[lvm-devel] Performance regression between V2_02_177 and V2_02_180

Wed Oct 30 09:34:51 UTC 2019

Hi David,

Thanks for your detailed response.

I have not observed any contention directly but the comment in the commit

    "ca66d520326493311a3c7132b1bcee0807862301

    io: use sync io if aio fails

    io_setup() for aio may fail if a system has reached the
    aio request limit.  In this case, fall back to using sync io..." 

implies that aio is a resource with a limit and open for contention. I observed heavy background aio traffic with perf probes from our virtual disk backends, I don't believe the io_submit calls in LVM are blocking as they are submitted with O_DIRECT and strace time to return is low.

So that was my theory although it's only supported by circumstantial evidence.

If I have the test cycles today I could plot some graphs of performance against background aio activity, and if this shows contention jump in with some kernel probes.

This may off course be academic if lvm moves to io_uring. Have there been any experiments in this area?

Thanks,

Ben

________________________________________
From: David Teigland <teigland at redhat.com>
Sent: 29 October 2019 14:58
To: Ben Sims
Cc: lvm-devel at redhat.com
Subject: Re: [lvm-devel] Performance regression between V2_02_177 and V2_02_180

On Tue, Oct 29, 2019 at 08:44:39AM +0000, Ben Sims wrote:
> I can confirm the performance regression, is caused my async io, turning
> this off in the lvm.conf gets back my performance.
>
> We work in a libaio intensive environment, so there is contention for
> libaio ring.

That's interesting, I've never heard about aio from independent programs
running on the system interfering like that.  Apart from the observation,
have you read about this anywhere so I could understand it better?

> I'm wondering if libaio should be on by default?

It's possible that we should change the use_aio default to 0 if most cases
don't benefit (e.g. small number of PVs), or have contention as you've
seen.

> I notice that the new bcache is reading significantly more data 262144
> bytes (two blocks of 131072 bytes from /dev/sda ) compared to 28672
> bytes in 4k reads made in V2_02_177. Whats the rational for reading so
> much more data?

It seemed to be a reasonable balance between iops and size when testing
various combinations.

That said, the bcache.c io layer is being replaced and renamed soon since
there were some aspects of that code that weren't ideally suited for lvm.
That will be using smaller block sizes.

> The extra overhead of this io estimated with strace does not appear to
> account for the slow down, but perhaps the processing of this data does?
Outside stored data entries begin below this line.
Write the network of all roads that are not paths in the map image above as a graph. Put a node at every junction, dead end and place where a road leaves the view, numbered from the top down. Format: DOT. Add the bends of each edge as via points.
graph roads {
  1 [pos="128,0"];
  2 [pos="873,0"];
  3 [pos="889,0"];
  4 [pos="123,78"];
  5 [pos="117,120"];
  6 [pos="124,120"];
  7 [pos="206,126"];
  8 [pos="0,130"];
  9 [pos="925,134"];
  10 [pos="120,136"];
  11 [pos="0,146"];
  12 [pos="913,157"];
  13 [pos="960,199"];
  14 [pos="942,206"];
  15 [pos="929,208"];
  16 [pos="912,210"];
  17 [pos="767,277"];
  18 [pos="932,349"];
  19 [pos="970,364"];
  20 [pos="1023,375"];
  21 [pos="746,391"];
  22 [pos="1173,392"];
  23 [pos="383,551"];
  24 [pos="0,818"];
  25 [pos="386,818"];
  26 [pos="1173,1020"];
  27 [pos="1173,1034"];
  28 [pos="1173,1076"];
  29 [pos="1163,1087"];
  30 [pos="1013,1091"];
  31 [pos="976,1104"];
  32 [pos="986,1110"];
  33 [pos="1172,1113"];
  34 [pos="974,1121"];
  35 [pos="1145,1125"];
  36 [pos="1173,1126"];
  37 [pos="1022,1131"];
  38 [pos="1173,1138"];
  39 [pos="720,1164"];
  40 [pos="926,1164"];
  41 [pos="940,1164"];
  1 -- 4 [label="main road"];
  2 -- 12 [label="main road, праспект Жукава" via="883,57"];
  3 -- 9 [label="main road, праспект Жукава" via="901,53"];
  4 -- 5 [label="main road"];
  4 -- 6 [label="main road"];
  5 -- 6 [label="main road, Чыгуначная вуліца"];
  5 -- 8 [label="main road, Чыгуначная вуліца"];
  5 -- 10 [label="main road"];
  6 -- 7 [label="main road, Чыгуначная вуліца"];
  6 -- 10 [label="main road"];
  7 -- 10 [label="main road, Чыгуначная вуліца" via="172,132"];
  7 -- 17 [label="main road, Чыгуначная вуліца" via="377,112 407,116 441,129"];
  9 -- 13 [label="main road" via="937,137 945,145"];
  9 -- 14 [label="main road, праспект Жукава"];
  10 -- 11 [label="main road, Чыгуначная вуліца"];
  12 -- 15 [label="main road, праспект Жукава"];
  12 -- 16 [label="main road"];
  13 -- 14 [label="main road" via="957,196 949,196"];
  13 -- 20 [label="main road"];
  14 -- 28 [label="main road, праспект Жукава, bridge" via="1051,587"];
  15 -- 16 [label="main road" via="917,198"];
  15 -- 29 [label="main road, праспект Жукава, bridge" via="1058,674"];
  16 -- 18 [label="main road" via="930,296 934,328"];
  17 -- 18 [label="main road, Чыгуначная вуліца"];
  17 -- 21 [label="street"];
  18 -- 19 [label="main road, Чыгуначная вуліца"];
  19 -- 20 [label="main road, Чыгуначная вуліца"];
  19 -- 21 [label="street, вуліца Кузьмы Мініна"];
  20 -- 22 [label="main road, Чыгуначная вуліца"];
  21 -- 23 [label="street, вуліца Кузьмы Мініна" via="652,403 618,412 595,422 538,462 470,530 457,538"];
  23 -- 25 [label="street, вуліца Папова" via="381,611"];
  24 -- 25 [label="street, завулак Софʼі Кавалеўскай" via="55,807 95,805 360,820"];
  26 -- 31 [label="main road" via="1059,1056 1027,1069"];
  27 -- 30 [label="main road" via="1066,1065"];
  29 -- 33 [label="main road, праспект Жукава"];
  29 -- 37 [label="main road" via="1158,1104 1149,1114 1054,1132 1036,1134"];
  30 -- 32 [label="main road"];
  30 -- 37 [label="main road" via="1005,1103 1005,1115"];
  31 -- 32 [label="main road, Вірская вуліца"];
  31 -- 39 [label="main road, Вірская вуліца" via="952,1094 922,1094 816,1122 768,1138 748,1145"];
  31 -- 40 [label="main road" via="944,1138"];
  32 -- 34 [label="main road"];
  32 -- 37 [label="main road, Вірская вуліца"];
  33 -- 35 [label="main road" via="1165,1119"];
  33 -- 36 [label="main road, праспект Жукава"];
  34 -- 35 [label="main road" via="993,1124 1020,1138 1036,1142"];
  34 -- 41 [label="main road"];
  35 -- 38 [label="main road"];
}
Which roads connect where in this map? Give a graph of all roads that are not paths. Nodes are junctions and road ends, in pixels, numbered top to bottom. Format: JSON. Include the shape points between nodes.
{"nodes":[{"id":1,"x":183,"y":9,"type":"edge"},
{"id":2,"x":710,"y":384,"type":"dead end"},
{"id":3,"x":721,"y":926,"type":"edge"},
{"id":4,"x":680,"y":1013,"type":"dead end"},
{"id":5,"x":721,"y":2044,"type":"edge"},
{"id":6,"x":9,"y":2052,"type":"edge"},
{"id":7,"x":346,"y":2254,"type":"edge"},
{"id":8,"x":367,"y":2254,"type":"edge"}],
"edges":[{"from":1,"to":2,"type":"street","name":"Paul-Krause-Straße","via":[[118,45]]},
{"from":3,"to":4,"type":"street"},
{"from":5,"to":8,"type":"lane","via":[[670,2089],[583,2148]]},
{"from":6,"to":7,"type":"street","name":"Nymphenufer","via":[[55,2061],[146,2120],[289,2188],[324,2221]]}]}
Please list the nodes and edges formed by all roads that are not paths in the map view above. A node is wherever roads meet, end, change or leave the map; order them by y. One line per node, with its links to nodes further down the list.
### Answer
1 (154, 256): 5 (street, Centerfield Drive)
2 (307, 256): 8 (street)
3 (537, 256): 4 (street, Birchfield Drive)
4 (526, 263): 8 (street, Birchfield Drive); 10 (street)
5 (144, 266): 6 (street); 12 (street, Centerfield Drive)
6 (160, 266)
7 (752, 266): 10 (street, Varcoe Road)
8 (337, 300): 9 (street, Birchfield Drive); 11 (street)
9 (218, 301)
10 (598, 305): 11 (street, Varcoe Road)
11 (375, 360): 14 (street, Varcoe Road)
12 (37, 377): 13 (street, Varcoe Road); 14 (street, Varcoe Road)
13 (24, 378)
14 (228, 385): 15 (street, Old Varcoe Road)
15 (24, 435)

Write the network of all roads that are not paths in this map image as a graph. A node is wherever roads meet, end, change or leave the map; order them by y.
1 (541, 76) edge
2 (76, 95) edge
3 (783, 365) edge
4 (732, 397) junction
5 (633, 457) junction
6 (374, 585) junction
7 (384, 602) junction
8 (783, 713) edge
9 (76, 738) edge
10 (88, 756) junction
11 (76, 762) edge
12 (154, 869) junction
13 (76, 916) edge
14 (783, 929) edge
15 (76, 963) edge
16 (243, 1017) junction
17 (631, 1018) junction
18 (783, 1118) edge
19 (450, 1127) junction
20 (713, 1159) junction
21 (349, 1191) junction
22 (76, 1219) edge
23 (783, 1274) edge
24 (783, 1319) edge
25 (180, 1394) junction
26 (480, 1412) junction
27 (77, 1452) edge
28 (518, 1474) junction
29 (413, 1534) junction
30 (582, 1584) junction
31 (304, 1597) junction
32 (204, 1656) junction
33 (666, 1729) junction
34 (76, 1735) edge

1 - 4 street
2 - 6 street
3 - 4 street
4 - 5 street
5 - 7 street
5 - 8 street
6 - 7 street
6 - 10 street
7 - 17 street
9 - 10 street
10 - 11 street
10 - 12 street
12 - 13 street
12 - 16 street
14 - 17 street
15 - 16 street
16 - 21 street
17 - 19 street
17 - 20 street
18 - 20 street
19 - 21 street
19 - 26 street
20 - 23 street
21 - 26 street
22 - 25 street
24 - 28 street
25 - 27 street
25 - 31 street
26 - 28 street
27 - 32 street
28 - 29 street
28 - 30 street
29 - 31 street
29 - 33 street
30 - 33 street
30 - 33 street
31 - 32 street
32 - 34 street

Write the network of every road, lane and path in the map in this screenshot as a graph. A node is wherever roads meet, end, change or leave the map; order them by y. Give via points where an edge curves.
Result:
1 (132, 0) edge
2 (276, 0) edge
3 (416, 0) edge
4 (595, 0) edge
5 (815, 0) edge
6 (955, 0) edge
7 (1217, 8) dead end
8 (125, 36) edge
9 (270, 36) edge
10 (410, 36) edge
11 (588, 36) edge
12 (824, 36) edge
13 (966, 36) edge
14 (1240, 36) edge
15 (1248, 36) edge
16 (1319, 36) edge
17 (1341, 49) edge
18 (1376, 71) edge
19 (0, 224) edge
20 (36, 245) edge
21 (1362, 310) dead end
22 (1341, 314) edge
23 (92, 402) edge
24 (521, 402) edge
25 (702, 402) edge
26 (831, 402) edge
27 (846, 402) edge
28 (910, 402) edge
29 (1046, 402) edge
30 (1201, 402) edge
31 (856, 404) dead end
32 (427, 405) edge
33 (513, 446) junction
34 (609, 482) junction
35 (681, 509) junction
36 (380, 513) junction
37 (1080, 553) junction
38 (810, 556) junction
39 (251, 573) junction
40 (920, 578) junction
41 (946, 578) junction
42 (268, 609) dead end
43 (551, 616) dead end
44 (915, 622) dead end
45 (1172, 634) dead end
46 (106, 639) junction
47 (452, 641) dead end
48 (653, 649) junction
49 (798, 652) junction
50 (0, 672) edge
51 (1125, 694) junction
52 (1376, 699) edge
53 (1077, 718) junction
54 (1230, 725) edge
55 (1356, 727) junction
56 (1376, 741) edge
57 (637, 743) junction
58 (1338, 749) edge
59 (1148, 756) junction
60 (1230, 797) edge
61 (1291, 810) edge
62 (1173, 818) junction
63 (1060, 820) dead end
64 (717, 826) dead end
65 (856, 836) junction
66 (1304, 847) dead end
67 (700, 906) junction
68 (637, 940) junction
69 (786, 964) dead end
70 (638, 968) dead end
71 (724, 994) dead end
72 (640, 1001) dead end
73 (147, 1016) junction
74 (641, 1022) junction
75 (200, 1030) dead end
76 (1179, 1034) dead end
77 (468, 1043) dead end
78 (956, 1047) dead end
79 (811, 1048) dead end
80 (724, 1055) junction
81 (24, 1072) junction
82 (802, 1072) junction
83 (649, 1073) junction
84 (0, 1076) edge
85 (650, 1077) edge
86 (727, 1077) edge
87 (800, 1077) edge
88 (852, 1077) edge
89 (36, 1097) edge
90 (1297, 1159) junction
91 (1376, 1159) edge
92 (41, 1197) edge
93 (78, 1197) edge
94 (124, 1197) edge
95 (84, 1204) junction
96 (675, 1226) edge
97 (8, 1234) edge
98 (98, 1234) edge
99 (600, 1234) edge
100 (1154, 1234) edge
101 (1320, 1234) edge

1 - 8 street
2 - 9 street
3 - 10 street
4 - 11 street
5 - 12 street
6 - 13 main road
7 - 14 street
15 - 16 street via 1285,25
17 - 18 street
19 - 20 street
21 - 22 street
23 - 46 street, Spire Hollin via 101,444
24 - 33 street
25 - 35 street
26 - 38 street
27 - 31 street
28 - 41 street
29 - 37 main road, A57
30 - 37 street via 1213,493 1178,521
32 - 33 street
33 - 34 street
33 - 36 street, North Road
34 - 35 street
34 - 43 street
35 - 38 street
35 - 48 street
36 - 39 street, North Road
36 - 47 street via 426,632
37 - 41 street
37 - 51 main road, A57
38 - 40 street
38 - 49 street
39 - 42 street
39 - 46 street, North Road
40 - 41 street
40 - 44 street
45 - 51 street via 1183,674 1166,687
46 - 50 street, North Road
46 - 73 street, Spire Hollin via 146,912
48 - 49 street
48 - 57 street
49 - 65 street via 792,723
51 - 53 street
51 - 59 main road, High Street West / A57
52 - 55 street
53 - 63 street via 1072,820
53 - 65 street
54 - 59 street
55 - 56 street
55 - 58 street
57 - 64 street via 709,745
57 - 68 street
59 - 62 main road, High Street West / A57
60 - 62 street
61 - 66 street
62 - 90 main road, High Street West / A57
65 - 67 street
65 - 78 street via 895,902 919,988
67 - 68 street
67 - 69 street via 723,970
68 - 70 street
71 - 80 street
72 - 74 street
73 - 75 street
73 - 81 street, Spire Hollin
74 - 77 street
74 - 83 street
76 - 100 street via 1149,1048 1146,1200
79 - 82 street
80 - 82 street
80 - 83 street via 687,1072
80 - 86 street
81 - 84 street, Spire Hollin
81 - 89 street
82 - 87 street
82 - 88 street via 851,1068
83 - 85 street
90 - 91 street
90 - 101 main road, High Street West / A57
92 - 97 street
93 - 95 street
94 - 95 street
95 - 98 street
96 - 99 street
If you eliminate the aio contention you mentioned above, I wouldn't expect
the actual io to be a factor.

> I'm currently instrumenting the code, but thought i would ask on the
> mailing list.

There was a lot of transition churn that's best to avoid while doing test
comparisions.  I suggest testing with 2.02.176 as the old version, and
then using the latest releases from stable-2.02 and master branches.  I
think lvm with bcache was released too early, and there have been
significant fixes and improvements added in both branches.

Dave